A Penobscot County legislator and arch-conservative agitator who has said Democrats are waging a “war on whites” kicked off a 2020 run against an incumbent Republican state senator on Tuesday with an endorsement from former Gov. Paul LePage.
The move from Rep. Larry Lockman, R-Bradley, is expected to set up a primary with Sen. Kim Rosen of Bucksport, a low-key lawmaker who was endorsed Tuesday by party leaders who share her worry that Lockman’s nomination could surrender a safe red seat to Democrats.
For two Republicans, Lockman and Rosen could hardly be more different. He most often submits dead-on-arrival legislation largely intended for messaging. When asked about her service, Rosen focuses on local issues in the district with an odd geography stretching from Castine through Brewer to Lincoln — and meeting constituents at their homes and over coffee.

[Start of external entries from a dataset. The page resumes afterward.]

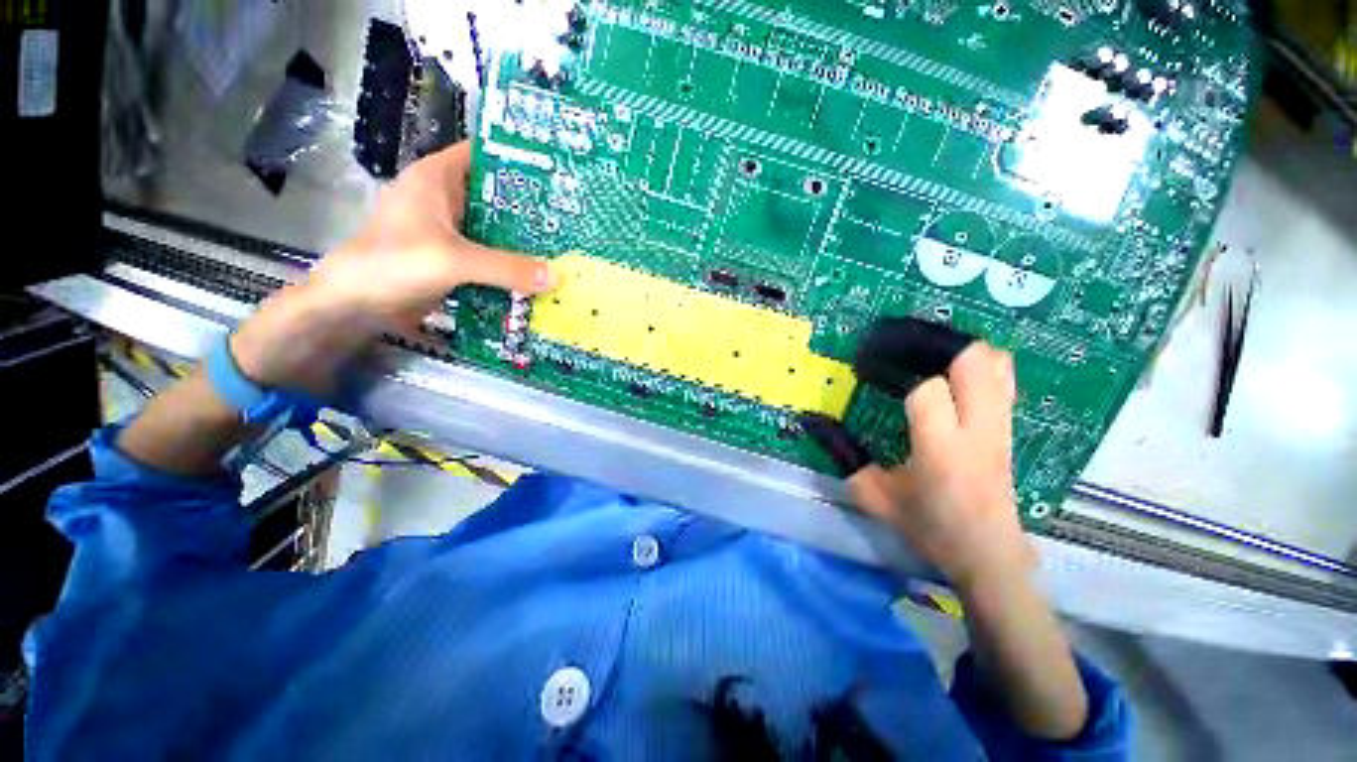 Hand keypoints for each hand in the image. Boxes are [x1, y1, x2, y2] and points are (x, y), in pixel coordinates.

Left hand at [231, 142, 554, 394]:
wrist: (358, 305)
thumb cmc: (394, 265)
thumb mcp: (453, 260)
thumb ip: (506, 267)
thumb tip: (556, 277)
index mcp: (438, 178)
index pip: (485, 155)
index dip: (519, 160)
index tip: (558, 175)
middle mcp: (447, 199)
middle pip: (497, 196)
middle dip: (532, 208)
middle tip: (571, 218)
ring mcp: (451, 231)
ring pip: (496, 228)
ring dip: (525, 240)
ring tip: (564, 245)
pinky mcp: (455, 258)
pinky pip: (492, 255)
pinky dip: (513, 263)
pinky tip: (539, 272)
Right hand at [848, 344, 1033, 590]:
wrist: (988, 554)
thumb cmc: (930, 526)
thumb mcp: (876, 497)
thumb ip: (846, 459)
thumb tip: (816, 426)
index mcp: (942, 448)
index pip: (927, 390)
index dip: (897, 374)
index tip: (870, 370)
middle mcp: (978, 430)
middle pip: (974, 361)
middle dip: (938, 348)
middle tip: (905, 353)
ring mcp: (999, 427)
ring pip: (997, 365)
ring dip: (963, 352)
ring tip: (930, 358)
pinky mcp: (1008, 429)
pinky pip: (1003, 380)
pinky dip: (980, 367)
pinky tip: (953, 376) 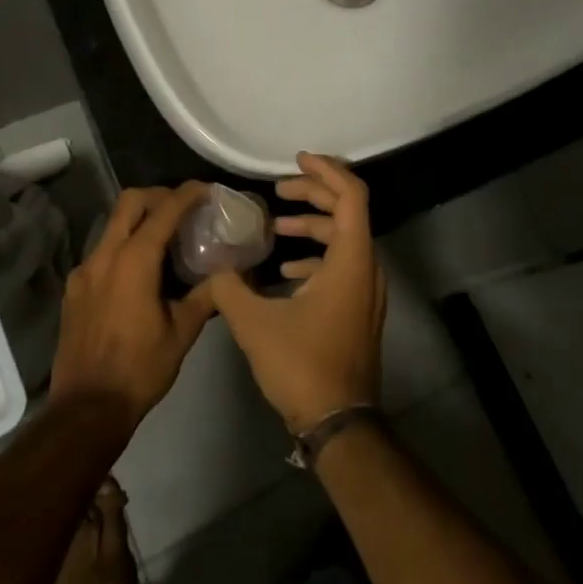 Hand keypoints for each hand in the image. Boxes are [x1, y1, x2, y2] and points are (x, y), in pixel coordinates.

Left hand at [50, 184, 215, 437]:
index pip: (163, 211)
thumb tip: (228, 274)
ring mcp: (84, 271)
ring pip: (113, 225)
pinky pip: (102, 251)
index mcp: (134, 261)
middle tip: (183, 206)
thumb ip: (205, 295)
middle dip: (158, 195)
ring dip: (139, 219)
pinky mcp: (74, 288)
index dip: (187, 194)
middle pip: (130, 202)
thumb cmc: (140, 369)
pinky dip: (123, 245)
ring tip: (165, 237)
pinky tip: (139, 270)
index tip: (207, 189)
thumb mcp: (182, 332)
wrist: (87, 409)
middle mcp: (104, 256)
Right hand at [205, 153, 384, 432]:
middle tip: (279, 190)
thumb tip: (215, 263)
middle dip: (313, 194)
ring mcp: (366, 291)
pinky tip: (286, 270)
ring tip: (276, 226)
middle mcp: (367, 268)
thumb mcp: (255, 323)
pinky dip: (317, 256)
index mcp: (352, 260)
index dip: (326, 170)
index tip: (296, 160)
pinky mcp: (359, 310)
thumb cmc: (303, 366)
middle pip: (348, 211)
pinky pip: (342, 266)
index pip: (351, 195)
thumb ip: (230, 286)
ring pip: (344, 240)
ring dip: (313, 226)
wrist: (339, 423) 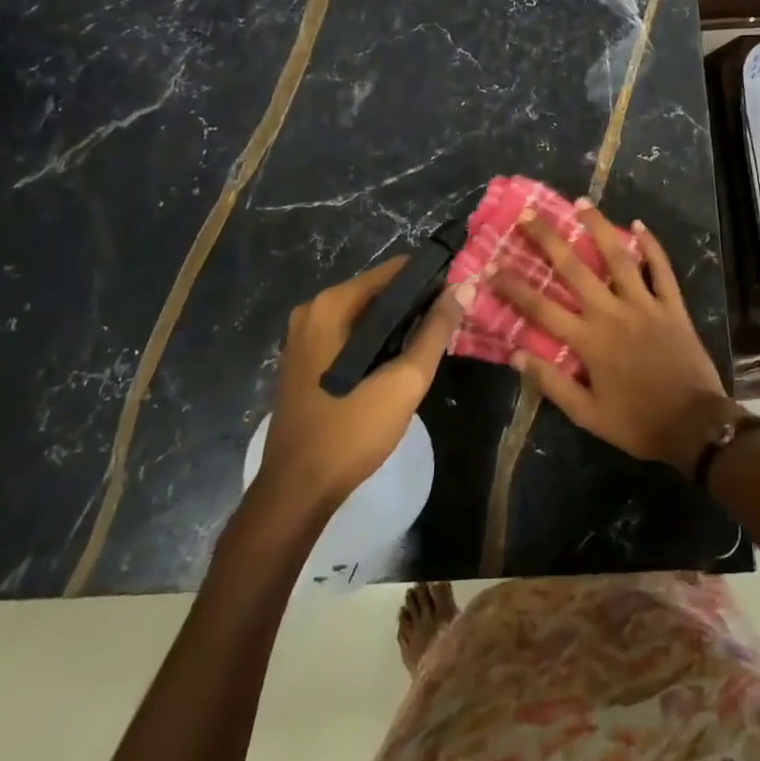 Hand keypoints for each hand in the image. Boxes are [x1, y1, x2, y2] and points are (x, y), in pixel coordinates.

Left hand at [256, 258, 462, 512]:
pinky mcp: (303, 357)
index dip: (431, 279)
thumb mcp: (405, 381)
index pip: (395, 270)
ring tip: (431, 342)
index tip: (459, 294)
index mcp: (333, 305)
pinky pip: (349, 333)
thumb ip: (435, 331)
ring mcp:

Lockman emerged in the 1970s as a fringe conservative activist. He was elected narrowly in 2012 and has won the seat easily since then. Rosen is in her 13th year in the Legislature. She and her husband, Richard Rosen, owned a department store in Bucksport that closed in 2013.
[Subscribe to our free morning newsletter and get the latest headlines in your inbox]
At a rollout event on Tuesday in Brewer alongside LePage and a group that included current and former legislators, Lockman hammered Democratic Gov. Janet Mills, said Democrats were more concerned with helping “new Mainers” than “old Mainers” and aped President Donald Trump by saying he would work to “make Maine great again.”
“As a state senator, I will be a voice for these forgotten Mainers who have been left behind by the political class and the lobbyists at the State House,” he said.
In 2014, a staffer for the liberal Maine People’s Alliance unearthed letters from Lockman to Maine newspapers from the 1980s and 1990s. One asked why rape should be illegal if abortion is not. Another blamed the AIDS epidemic on progressives who he said labeled “sodomy” as “a legitimate alternative lifestyle, rather than a perverted and depraved crime against humanity.”

He signaled “regret” for some of those statements in 2014, but he has ramped up his rhetoric after easily winning his last three races. In 2018, Lockman sent an email on behalf of a group he runs arguing against a bill to set up an “Office of New Mainers,” saying there was too much at stake to let identity politics and the Left’s War on Whites rule the day.”
On Tuesday, Lockman and LePage demurred on a question about why they found fault with Rosen, with Lockman saying there will be “plenty of time to highlight the differences” between them. Senate Republicans endorsed Rosen in a Tuesday statement, with Senate Minority Leader Dana Dow of Waldoboro saying she has “established herself as a leader.”
Rosen said she thinks opposition from Lockman and LePage is rooted in 2017 budget strife, where Senate Republicans warred with LePage ahead of a state government shutdown. She said she is confident in her record, will run a “positive campaign” and expressed confidence that Republicans would “vote for the person, not the LePage kind” of negative politics.

The former governor gave Senate Republicans headaches by playing primary politics in 2016, when he backed conservative challengers to one incumbent state senator and two other candidates preferred by the Thibodeau-led campaign. Two of those LePage-backed candidates won their primaries, but then lost to Democrats who still hold the seats.
The districts held by Rosen and Lockman have similar and healthy Republican leans, but a Senate race featuring Lockman could motivate Democrats to train money on a district where Rosen won a third term with 58 percent of votes in 2018, when Democrats stormed to control of the Legislature and Blaine House.
Lockman said he expects the Republican nominee to win, but Rosen said Democrats are likely to think the prospect of Lockman’s nomination is “awesome” in the approach to an election year.
“This changes everything for the Republicans and I feel bad about that,” she said.